E alla fine, è arrivato ”il gran rifiuto” per la Formula E, che vede svanire quello che era uno dei grandi sogni della prima stagione delle vetture Gen2, monoposto che sfioreranno i 300km/h e saranno tecnologicamente più evolute di quelle che si sono viste sinora.

Alejandro Agag aveva un sogno nel cuore, quello di veder disputare l’e-Prix di Monaco (che, come da tradizione, tornerà in calendario nell’anno dispari) sullo storico tracciato di Montecarlo che viene utilizzato dalla Formula 1: nella sua mente non c’era la volontà di creare un paragone coi bolidi del circus più amato e famoso al mondo, ma quello di dare una dimensione diversa alla Formula E e legittimarne lo status di campionato in crescita, che può iniziare a sognare di misurarsi coi grandi circuiti del mondo del motorsport. E invece, è arrivato il secco no di Jean Todt a questa ipotesi avanzata dalla serie green.
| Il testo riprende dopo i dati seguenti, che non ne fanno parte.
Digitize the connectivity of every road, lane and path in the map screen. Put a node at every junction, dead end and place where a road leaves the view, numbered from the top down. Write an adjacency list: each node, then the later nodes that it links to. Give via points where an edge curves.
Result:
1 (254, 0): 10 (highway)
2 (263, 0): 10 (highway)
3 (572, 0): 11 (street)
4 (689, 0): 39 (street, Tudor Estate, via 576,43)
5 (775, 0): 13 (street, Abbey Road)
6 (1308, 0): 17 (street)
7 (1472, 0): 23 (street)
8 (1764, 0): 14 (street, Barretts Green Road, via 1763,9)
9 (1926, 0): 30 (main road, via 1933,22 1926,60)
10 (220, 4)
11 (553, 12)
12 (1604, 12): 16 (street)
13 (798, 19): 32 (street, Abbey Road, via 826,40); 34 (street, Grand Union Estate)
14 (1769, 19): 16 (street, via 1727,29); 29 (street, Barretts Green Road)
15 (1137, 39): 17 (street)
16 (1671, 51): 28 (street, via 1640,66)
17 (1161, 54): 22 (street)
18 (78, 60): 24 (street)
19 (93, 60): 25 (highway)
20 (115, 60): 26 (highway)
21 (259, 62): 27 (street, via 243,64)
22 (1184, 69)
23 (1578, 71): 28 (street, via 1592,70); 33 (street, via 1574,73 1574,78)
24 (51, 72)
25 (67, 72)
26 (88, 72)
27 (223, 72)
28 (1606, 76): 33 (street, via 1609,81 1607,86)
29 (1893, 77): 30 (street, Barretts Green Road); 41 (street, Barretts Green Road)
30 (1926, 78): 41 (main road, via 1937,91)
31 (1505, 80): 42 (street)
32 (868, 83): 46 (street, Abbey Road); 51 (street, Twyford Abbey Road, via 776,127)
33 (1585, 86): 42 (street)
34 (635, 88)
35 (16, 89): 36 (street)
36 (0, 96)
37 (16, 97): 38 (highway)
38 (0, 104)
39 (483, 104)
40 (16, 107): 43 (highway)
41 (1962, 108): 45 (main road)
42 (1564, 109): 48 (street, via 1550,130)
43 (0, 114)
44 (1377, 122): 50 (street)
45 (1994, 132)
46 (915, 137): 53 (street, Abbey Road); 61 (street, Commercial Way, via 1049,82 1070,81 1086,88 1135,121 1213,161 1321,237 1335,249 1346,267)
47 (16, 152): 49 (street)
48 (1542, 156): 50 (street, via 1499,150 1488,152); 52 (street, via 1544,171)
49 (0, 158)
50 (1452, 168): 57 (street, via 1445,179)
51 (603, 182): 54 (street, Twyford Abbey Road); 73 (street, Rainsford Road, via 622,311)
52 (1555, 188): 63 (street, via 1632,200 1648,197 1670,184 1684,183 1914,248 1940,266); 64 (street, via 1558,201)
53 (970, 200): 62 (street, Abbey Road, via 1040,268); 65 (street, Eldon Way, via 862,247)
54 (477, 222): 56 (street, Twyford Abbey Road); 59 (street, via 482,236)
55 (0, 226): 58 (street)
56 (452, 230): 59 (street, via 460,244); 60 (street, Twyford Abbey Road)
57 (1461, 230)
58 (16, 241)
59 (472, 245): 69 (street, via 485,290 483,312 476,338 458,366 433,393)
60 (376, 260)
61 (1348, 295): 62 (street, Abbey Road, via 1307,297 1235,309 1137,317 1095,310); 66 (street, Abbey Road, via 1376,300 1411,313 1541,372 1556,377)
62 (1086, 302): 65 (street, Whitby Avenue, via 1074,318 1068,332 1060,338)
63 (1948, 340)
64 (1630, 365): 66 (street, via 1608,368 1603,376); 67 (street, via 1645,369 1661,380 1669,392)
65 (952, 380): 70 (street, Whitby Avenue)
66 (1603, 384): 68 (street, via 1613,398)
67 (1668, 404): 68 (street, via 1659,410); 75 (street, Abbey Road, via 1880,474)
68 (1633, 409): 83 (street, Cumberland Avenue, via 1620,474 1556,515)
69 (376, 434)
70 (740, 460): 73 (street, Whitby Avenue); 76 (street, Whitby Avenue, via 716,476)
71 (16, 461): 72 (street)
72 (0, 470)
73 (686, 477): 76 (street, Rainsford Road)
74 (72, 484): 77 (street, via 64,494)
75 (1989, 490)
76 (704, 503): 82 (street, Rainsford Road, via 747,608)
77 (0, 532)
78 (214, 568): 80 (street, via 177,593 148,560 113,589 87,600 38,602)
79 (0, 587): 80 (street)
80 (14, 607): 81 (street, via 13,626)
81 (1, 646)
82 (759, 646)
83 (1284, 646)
Lo annuncia lo stesso Agag a Motorsport.com: ”Utilizzeremo ancora il circuito corto a Montecarlo. La FIA non ha accettato la nostra richiesta, ed effettuare delle modifiche al tracciato per renderlo differente sarebbe molto costoso. Per ragioni economiche, i team hanno approvato il circuito corto che era già stato usato nelle scorse stagioni: io volevo utilizzare quello della F1, ma la FIA non me l’ha permesso”. A nulla è servito l’endorsement di Buemi e Di Grassi, che hanno supportato ufficialmente la richiesta di Agag, mentre i team sono stati categorici sul no all’utilizzo della storica pista. Drastiche le parole di Susie Wolff, nuovo team principal di Venturi: ”Non dobbiamo scimmiottare la F1. Secondo me, sullo storico di circuito di Montecarlo le Formula E finirebbero col fare venti giri e non effettuare sorpassi, e invece noi dobbiamo privilegiare lo spettacolo”.

E così la FE userà nuovamente il circuito accorciato del Principato di Monaco: 1.765km che lo rendono il più breve dell’intero campionato con le sue 12 curve, e un layout differente. Si arriverà fino alla Sainte-Devote e poi si tornerà indietro, creando un tracciato ad anello molto breve: così vuole la FIA, che invece ha dato il via libera al rientro dell’e-Prix cileno a Santiago del Cile (12 gennaio) e allo spostamento della gara svizzera da Zurigo a Berna.